Task prompt:
For the listing below, give the number of lines that contain the word "Raja" and no other text.

Raw data:
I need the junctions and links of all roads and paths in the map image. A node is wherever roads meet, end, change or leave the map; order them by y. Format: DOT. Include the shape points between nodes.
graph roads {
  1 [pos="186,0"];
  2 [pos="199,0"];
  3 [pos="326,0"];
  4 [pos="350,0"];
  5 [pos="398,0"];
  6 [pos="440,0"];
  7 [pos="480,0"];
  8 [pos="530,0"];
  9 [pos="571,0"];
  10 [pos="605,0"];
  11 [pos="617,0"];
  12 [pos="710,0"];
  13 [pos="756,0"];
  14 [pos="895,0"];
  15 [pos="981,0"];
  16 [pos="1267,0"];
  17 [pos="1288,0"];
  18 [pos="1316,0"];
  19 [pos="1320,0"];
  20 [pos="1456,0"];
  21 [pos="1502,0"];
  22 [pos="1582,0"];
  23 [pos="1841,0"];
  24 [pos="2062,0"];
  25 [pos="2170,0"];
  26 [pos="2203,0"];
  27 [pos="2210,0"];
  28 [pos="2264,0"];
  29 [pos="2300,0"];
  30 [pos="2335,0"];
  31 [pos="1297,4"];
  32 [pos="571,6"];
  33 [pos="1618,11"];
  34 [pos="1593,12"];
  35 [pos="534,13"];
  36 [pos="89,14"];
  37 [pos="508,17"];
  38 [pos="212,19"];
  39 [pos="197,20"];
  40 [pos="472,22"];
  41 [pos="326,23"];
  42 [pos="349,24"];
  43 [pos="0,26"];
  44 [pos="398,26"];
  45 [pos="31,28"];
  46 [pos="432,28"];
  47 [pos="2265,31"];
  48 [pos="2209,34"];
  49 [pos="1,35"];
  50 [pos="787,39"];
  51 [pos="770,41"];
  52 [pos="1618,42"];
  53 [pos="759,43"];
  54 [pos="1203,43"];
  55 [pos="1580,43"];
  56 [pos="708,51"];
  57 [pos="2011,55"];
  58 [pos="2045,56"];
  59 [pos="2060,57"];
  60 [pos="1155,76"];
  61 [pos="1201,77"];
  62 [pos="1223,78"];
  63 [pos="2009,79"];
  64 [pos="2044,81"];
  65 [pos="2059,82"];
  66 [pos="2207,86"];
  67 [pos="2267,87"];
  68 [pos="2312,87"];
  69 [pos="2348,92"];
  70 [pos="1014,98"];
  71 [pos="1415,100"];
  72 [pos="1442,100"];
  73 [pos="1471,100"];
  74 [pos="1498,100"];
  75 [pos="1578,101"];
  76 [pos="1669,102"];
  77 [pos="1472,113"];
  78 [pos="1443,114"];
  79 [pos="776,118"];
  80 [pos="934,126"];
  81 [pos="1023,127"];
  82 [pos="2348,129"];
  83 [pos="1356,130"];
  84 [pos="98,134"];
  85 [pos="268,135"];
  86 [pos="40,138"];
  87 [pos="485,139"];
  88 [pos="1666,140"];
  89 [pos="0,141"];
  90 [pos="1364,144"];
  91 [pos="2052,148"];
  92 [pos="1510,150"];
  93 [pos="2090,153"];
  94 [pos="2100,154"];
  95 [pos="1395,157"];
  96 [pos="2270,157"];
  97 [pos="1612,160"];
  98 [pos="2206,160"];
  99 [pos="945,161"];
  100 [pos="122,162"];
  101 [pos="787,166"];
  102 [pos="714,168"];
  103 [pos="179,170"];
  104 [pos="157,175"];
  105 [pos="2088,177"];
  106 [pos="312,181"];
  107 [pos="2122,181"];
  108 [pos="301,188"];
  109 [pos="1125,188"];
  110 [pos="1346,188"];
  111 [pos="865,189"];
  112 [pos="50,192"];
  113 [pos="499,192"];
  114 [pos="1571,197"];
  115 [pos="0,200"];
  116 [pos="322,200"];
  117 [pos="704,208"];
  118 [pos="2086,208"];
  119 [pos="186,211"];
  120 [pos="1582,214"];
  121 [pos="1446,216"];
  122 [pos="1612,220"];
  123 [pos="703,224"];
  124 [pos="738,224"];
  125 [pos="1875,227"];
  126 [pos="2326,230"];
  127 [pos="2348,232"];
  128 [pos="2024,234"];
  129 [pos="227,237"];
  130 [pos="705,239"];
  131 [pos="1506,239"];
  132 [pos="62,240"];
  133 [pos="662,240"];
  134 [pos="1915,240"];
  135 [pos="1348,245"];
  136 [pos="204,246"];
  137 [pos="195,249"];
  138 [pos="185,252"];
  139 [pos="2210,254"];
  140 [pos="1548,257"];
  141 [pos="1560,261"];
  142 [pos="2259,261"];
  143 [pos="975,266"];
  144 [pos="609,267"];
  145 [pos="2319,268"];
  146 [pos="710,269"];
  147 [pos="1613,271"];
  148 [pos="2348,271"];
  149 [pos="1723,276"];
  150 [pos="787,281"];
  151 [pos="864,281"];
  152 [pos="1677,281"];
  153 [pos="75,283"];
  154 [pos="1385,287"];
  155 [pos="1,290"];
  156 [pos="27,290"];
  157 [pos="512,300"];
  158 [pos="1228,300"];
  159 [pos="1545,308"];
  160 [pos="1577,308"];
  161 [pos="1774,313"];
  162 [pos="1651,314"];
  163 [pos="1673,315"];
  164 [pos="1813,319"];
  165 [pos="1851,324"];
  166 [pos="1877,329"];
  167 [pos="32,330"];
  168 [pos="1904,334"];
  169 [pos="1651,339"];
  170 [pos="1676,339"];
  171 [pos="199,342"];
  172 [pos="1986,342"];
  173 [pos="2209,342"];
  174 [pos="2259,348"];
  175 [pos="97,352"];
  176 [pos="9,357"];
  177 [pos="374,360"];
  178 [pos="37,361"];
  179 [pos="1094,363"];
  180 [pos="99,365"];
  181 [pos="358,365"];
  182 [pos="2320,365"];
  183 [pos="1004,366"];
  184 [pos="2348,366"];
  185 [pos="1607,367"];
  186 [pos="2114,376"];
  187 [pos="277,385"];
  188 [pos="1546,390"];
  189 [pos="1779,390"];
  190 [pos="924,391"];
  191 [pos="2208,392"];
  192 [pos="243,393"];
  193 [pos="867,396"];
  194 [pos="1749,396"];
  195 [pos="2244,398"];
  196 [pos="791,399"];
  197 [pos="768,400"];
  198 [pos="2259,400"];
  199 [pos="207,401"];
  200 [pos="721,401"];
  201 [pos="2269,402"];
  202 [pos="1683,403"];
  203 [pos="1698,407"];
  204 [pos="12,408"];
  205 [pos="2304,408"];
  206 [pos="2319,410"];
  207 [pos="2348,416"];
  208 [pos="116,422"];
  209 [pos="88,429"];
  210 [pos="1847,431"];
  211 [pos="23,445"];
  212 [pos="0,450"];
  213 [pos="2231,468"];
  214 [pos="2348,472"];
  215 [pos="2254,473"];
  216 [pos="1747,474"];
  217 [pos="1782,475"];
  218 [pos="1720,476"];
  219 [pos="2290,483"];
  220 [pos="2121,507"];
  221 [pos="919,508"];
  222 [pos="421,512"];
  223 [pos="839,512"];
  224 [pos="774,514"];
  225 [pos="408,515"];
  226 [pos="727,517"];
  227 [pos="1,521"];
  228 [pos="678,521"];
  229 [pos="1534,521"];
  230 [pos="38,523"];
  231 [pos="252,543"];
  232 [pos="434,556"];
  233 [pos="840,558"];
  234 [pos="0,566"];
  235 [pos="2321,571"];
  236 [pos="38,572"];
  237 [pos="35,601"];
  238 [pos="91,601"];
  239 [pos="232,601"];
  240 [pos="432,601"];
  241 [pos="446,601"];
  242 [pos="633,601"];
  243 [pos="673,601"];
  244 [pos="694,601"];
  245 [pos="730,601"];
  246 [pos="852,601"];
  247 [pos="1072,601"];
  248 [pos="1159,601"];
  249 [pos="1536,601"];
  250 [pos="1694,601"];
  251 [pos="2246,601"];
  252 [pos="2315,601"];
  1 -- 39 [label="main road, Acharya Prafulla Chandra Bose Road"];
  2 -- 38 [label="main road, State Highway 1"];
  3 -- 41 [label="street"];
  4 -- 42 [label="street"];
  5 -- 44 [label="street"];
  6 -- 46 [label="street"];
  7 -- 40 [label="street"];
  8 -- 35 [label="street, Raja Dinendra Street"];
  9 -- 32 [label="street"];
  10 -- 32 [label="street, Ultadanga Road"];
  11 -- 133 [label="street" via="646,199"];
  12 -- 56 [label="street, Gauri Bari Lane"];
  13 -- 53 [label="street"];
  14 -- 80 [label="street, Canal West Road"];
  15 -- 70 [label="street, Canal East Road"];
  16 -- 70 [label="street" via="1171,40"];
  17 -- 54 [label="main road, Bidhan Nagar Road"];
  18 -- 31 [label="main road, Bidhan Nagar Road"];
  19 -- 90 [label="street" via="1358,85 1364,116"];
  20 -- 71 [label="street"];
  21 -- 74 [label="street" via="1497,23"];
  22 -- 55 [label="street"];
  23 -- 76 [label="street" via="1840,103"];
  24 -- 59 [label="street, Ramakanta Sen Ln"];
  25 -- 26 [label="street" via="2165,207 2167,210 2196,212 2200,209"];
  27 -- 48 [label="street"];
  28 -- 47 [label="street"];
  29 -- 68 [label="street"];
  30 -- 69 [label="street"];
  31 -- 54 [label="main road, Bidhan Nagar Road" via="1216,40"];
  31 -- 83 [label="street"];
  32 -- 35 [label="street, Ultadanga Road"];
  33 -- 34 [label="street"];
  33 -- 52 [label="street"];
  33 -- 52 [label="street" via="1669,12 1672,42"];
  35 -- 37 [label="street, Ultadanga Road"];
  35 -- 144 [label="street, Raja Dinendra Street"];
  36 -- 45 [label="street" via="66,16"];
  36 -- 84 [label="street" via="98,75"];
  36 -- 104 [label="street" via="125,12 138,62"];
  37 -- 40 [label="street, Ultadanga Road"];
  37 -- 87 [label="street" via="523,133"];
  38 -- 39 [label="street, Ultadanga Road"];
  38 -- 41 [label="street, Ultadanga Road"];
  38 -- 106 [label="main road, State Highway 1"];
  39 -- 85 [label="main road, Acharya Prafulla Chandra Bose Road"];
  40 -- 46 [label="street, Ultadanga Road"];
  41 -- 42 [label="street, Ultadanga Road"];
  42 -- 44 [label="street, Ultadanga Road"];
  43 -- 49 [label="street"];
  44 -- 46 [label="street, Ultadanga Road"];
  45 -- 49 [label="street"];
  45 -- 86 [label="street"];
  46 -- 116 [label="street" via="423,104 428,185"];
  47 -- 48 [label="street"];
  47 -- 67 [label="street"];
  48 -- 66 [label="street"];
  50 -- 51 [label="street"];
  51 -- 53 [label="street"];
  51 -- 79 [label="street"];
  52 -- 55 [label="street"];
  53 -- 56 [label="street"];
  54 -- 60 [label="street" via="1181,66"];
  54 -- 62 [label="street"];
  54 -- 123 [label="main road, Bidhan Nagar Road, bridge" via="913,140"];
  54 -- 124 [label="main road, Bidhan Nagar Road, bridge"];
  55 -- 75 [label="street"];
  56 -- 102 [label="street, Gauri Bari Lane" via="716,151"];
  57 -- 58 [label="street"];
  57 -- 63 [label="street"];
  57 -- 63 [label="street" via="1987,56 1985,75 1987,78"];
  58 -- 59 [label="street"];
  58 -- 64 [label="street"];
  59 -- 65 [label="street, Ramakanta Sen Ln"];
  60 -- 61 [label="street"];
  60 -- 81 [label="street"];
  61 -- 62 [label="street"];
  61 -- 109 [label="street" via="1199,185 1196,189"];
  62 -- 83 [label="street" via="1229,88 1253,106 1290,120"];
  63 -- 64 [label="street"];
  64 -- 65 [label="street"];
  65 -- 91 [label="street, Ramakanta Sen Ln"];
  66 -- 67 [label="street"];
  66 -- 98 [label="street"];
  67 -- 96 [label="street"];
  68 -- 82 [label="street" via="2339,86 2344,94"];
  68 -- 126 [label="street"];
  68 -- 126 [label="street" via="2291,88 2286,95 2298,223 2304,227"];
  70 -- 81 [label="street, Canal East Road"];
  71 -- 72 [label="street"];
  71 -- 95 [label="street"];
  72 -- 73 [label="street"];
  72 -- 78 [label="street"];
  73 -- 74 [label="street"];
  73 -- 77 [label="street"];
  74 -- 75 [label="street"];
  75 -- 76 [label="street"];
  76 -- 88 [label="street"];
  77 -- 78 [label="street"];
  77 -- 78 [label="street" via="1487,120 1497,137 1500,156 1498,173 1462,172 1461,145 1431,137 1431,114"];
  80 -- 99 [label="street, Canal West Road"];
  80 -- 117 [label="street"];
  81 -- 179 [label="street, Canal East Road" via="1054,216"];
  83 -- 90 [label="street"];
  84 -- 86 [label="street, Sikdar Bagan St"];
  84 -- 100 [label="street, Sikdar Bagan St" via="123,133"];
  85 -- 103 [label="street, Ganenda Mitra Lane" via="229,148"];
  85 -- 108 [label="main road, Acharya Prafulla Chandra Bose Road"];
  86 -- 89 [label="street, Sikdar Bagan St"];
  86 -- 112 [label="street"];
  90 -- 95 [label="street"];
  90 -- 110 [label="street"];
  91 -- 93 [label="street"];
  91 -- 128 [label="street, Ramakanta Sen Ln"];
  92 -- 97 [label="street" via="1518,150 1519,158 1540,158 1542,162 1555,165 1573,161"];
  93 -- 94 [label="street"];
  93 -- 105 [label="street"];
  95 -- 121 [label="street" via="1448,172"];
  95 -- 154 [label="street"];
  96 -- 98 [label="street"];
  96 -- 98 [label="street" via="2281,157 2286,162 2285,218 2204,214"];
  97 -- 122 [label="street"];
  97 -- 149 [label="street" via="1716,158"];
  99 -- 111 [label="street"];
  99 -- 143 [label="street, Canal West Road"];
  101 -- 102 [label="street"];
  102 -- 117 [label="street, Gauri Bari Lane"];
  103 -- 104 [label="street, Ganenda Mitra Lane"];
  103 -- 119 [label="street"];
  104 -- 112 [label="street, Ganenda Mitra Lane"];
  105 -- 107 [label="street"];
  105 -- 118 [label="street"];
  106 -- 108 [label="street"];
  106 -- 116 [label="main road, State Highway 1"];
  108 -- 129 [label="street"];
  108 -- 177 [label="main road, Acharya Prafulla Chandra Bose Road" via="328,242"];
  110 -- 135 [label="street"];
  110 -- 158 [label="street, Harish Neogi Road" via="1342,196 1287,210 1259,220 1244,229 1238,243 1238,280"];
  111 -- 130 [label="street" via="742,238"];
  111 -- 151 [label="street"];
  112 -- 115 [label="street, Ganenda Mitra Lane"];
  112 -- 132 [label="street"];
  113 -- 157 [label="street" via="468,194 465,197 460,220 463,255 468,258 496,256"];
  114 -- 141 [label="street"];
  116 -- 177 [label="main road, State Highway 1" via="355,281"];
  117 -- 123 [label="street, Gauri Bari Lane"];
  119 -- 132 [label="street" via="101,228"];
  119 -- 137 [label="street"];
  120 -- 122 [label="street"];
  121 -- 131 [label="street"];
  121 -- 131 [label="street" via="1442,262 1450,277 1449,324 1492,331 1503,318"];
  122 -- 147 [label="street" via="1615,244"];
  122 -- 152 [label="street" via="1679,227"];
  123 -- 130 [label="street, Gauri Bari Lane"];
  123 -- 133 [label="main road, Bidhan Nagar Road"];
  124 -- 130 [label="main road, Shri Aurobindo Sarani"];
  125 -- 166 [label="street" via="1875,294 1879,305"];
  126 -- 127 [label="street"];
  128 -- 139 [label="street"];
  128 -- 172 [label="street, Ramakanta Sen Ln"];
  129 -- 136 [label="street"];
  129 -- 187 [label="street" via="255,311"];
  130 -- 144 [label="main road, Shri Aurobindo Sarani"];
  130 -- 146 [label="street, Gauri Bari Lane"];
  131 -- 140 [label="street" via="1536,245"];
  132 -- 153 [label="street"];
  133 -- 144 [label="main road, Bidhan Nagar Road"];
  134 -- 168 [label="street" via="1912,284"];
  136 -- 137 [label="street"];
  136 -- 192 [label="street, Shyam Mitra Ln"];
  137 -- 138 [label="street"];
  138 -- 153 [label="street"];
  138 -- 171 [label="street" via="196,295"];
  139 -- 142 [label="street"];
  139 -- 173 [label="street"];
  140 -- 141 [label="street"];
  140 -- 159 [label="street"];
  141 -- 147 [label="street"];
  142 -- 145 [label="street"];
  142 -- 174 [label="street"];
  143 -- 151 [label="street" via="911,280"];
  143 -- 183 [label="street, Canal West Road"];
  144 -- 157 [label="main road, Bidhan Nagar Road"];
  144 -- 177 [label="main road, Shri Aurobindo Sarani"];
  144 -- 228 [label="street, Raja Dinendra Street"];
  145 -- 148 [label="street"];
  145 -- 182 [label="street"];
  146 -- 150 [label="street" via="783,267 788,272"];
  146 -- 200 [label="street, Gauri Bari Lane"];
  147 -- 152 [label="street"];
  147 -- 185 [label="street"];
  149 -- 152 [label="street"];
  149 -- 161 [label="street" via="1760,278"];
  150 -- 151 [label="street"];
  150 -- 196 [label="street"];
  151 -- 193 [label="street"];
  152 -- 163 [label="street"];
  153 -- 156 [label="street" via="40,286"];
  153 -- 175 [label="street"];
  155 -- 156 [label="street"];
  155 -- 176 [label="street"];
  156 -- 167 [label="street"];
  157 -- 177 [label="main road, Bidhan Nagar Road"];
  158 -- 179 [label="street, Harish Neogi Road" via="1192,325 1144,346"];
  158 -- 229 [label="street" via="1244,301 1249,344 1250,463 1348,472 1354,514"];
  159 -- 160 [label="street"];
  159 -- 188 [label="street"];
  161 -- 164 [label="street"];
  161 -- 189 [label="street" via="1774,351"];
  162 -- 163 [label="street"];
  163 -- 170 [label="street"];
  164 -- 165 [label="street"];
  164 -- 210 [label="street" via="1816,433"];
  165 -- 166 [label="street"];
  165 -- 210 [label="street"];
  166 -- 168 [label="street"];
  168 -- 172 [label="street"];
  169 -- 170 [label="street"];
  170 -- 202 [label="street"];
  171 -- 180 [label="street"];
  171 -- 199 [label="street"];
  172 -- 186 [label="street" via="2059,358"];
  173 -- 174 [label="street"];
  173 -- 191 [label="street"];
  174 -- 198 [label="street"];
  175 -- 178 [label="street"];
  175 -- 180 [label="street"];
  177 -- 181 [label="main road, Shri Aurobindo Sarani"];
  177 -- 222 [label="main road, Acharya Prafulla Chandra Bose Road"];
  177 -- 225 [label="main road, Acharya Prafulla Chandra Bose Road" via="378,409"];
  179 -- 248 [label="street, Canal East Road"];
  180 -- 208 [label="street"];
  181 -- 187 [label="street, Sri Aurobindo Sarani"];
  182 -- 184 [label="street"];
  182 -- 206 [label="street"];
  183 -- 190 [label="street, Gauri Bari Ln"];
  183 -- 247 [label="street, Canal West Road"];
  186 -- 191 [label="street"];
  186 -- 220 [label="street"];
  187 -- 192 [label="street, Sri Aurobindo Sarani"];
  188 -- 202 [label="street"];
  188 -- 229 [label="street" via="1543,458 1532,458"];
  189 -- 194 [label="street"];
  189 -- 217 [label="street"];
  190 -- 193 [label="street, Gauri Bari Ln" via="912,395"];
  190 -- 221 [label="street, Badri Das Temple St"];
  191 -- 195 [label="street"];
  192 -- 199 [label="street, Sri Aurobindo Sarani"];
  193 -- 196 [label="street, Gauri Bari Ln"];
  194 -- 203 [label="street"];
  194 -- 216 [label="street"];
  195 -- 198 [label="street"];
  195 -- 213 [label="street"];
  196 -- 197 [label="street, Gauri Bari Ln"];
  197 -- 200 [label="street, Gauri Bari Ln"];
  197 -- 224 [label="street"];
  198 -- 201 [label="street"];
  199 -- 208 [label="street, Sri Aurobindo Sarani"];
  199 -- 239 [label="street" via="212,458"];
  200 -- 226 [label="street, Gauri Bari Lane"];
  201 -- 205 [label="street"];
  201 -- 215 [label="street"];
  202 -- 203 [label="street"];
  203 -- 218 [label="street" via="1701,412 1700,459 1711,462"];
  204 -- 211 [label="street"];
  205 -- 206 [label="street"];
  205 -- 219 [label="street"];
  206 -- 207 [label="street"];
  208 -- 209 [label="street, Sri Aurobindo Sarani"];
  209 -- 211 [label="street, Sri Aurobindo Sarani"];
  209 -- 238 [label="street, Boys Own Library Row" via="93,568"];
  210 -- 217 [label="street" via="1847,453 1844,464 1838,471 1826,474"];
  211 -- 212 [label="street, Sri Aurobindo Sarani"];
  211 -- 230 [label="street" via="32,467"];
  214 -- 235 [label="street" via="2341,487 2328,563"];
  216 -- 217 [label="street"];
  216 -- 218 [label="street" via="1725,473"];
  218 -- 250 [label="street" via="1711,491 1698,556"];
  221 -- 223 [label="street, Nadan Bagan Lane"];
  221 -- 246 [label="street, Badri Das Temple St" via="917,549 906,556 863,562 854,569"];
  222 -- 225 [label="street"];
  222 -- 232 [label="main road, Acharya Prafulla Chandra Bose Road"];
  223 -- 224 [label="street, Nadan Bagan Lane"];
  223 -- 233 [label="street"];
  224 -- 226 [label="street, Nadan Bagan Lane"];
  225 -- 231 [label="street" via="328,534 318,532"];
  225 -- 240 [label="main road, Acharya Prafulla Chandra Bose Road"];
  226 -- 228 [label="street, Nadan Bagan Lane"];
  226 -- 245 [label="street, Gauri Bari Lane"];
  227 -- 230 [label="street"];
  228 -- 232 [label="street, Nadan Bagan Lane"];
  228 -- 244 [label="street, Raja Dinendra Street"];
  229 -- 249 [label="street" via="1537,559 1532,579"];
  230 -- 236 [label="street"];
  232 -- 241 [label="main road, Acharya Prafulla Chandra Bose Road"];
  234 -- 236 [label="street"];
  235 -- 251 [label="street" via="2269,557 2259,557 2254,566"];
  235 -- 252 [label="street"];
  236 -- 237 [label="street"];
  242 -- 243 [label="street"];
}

The answer:
4